MATERIAL FOR THE TASK:
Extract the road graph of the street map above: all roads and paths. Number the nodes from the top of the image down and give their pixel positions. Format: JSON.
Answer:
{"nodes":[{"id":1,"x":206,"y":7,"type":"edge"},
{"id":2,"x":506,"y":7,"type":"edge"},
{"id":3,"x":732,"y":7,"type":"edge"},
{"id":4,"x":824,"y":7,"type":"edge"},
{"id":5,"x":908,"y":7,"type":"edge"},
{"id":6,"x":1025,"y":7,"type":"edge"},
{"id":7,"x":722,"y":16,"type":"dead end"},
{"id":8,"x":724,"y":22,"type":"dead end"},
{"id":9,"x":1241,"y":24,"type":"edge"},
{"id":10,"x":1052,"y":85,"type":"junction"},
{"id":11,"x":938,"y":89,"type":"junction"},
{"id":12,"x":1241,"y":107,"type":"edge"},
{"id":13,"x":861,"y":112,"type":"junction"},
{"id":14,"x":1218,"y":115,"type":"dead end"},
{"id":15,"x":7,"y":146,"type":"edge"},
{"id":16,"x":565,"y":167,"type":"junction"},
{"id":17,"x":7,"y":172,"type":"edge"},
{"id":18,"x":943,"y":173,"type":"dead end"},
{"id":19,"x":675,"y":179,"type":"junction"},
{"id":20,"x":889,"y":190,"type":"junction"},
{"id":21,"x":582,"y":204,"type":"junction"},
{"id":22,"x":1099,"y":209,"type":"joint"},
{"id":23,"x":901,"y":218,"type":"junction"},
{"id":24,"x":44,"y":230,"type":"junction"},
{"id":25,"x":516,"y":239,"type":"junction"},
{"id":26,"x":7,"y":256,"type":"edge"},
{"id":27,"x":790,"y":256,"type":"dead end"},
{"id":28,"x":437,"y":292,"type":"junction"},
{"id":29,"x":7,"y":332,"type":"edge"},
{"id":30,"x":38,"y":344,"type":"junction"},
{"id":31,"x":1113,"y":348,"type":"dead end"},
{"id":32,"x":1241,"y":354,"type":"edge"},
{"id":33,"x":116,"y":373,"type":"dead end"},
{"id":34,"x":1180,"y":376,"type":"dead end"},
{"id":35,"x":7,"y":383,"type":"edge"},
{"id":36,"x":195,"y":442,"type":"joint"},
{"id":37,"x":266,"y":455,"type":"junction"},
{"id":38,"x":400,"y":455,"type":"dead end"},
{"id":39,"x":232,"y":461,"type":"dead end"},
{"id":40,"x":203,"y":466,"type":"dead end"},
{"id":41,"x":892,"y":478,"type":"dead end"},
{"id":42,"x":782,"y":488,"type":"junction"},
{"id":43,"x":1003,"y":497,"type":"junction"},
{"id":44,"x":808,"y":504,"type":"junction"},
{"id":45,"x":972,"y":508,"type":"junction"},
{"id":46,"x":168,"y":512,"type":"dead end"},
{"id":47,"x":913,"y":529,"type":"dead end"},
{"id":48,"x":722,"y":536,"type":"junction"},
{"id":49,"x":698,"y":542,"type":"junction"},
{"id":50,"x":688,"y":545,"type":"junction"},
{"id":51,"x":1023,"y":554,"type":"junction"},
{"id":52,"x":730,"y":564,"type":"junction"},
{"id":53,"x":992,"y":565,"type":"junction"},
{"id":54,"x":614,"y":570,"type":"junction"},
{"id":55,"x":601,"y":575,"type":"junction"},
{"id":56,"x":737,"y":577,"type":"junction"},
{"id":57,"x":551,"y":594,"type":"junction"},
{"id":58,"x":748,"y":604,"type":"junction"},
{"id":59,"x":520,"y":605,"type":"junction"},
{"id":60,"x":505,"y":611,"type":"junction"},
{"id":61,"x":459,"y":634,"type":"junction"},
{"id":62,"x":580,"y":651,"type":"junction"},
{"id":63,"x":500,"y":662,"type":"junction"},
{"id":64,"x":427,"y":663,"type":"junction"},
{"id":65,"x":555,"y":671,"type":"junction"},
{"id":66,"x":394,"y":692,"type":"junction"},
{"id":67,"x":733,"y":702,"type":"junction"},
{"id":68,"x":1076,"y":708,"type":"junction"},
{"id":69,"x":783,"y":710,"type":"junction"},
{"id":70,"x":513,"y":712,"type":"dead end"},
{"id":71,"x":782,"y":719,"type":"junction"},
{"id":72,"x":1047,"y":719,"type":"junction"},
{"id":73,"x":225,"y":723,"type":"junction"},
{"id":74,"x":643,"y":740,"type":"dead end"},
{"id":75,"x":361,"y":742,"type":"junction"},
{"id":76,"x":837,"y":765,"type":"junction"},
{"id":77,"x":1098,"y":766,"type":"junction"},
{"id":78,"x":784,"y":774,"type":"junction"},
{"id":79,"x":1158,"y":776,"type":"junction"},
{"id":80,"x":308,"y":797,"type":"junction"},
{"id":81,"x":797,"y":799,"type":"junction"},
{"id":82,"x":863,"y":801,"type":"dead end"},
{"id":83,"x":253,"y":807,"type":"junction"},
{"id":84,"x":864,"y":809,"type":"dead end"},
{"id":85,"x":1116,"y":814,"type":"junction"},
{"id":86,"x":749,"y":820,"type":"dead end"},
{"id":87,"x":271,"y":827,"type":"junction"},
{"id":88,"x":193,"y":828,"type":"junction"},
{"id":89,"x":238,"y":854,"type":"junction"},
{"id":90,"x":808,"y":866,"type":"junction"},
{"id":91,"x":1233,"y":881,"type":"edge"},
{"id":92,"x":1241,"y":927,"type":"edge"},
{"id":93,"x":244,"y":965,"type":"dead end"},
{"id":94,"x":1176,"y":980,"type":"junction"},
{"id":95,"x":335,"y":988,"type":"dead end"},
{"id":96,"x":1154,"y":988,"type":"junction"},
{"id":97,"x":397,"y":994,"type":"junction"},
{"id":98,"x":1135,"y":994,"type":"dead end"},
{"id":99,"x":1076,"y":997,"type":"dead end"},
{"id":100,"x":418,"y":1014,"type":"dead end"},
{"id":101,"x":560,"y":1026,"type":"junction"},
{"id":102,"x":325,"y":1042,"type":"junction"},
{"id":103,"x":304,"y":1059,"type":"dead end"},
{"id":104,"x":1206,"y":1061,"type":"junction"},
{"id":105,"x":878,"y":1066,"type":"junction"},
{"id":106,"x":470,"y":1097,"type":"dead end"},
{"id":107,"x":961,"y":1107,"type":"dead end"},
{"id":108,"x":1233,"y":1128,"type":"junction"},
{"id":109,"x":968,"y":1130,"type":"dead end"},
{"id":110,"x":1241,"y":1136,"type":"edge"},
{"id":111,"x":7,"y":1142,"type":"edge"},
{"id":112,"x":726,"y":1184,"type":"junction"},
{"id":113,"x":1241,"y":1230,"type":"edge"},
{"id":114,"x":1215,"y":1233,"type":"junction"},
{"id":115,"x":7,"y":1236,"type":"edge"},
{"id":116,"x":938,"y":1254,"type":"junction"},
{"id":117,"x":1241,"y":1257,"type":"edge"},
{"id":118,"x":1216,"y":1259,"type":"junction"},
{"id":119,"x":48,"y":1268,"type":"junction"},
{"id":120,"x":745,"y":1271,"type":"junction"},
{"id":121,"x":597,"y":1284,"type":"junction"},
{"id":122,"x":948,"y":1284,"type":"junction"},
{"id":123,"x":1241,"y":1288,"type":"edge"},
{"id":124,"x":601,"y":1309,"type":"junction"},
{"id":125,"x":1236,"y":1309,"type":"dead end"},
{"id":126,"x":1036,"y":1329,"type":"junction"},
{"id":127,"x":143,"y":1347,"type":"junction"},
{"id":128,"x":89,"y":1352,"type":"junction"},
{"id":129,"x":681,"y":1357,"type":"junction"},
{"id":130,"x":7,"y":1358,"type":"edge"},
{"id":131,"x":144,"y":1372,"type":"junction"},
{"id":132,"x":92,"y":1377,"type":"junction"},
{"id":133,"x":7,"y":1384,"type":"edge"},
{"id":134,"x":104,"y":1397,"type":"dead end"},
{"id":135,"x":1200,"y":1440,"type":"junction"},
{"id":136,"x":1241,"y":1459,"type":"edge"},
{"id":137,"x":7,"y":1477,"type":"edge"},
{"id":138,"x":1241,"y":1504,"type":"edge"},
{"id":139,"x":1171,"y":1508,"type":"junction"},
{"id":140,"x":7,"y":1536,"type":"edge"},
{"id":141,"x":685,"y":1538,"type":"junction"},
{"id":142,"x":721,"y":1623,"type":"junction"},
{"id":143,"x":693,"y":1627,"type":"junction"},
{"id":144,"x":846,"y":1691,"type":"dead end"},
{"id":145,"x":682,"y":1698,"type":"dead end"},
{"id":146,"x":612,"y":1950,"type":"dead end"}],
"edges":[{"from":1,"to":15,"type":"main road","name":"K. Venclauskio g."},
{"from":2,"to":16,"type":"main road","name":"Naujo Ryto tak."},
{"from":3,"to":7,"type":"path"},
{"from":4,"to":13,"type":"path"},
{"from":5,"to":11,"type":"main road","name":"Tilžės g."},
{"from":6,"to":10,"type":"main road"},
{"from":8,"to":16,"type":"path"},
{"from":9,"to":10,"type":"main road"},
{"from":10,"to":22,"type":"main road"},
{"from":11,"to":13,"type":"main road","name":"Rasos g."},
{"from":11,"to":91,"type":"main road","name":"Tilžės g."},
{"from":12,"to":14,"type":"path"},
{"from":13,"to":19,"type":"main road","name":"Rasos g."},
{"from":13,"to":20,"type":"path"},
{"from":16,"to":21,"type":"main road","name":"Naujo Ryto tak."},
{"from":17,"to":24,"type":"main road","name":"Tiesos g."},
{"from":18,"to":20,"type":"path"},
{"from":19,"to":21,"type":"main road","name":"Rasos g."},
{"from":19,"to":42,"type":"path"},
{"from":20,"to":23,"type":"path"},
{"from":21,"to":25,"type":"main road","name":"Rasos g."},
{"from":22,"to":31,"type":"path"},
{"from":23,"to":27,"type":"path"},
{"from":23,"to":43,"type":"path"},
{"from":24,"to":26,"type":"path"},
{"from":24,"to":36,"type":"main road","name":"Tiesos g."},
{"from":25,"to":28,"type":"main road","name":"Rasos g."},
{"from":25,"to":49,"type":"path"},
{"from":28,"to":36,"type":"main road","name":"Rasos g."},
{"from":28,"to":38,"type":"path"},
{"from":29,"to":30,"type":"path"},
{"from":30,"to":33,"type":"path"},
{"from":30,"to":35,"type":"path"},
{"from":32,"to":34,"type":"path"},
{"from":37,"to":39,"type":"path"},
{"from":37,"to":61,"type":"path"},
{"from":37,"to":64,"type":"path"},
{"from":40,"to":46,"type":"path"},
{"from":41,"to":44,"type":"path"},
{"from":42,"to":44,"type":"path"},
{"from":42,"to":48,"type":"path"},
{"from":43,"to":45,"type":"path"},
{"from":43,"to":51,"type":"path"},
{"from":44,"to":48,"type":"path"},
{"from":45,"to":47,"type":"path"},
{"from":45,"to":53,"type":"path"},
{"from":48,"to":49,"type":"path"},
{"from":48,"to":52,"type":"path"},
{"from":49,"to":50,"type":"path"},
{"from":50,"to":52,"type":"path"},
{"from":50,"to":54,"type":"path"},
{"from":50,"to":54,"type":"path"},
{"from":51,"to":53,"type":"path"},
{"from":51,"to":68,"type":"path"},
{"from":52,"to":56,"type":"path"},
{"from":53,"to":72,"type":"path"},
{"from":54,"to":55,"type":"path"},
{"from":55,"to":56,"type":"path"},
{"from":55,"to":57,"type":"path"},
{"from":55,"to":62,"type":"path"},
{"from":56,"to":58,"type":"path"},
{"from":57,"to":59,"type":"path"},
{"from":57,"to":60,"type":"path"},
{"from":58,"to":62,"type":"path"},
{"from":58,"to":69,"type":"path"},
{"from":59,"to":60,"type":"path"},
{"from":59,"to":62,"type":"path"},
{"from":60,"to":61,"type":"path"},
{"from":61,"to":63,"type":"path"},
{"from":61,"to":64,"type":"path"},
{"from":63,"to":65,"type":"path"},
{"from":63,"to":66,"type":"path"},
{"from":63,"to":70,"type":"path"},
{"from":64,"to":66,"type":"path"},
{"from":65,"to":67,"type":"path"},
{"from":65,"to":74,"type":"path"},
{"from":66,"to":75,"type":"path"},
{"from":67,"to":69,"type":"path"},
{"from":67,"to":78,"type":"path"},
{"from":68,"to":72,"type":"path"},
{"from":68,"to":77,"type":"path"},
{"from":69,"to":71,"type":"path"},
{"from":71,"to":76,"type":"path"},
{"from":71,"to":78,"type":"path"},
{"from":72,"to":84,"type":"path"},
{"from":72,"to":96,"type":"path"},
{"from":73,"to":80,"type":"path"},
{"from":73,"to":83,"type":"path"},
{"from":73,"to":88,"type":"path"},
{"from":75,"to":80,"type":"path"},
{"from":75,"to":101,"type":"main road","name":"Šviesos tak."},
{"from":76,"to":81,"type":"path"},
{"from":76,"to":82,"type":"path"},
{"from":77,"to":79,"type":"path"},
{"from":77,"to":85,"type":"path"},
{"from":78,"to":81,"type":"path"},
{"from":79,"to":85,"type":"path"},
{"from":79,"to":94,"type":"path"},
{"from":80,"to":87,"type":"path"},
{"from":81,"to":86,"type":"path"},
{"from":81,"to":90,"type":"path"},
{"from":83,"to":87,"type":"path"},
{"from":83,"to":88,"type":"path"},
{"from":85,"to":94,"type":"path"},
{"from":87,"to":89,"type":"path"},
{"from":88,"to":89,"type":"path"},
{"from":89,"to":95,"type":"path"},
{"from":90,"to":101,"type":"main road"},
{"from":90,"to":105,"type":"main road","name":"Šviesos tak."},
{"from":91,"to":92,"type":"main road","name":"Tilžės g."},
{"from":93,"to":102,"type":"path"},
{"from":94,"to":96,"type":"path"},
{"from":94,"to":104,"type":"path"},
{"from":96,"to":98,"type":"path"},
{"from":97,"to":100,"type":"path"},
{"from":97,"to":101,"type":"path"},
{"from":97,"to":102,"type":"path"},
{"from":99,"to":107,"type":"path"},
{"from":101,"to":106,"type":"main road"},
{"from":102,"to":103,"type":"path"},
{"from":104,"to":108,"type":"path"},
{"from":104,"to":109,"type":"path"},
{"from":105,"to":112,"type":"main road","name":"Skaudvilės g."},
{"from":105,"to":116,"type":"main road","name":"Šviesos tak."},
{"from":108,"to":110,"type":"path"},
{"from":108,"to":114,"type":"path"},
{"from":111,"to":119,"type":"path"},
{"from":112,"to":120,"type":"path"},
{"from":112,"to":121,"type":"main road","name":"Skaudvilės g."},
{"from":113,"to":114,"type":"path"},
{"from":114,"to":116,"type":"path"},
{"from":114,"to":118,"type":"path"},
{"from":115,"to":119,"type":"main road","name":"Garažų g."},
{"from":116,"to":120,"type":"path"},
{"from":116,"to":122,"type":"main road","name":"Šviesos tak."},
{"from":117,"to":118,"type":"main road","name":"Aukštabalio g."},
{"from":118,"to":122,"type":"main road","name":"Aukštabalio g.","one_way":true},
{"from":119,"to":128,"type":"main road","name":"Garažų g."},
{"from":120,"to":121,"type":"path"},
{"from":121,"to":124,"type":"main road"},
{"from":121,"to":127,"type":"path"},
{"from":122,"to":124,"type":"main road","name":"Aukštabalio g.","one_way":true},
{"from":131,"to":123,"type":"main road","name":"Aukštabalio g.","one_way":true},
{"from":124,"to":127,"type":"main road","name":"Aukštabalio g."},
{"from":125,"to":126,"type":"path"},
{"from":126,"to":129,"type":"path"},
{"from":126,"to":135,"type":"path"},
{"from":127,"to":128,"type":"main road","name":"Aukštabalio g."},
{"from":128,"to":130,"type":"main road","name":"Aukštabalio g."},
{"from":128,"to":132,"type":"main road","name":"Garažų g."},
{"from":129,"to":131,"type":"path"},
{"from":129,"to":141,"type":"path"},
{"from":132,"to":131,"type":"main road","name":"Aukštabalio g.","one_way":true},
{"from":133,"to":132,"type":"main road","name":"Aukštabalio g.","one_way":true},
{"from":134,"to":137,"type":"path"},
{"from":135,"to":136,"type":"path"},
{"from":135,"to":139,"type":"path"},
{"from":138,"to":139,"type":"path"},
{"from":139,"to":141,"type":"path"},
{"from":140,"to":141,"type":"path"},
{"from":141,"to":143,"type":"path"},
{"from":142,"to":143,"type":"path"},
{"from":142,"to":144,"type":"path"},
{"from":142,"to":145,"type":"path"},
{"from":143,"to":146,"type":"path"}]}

WHAT IS EXPECTED:
Going through the records above, count the lines that include the word "joint". Give the number alone.

WRITTEN SOLUTION:
2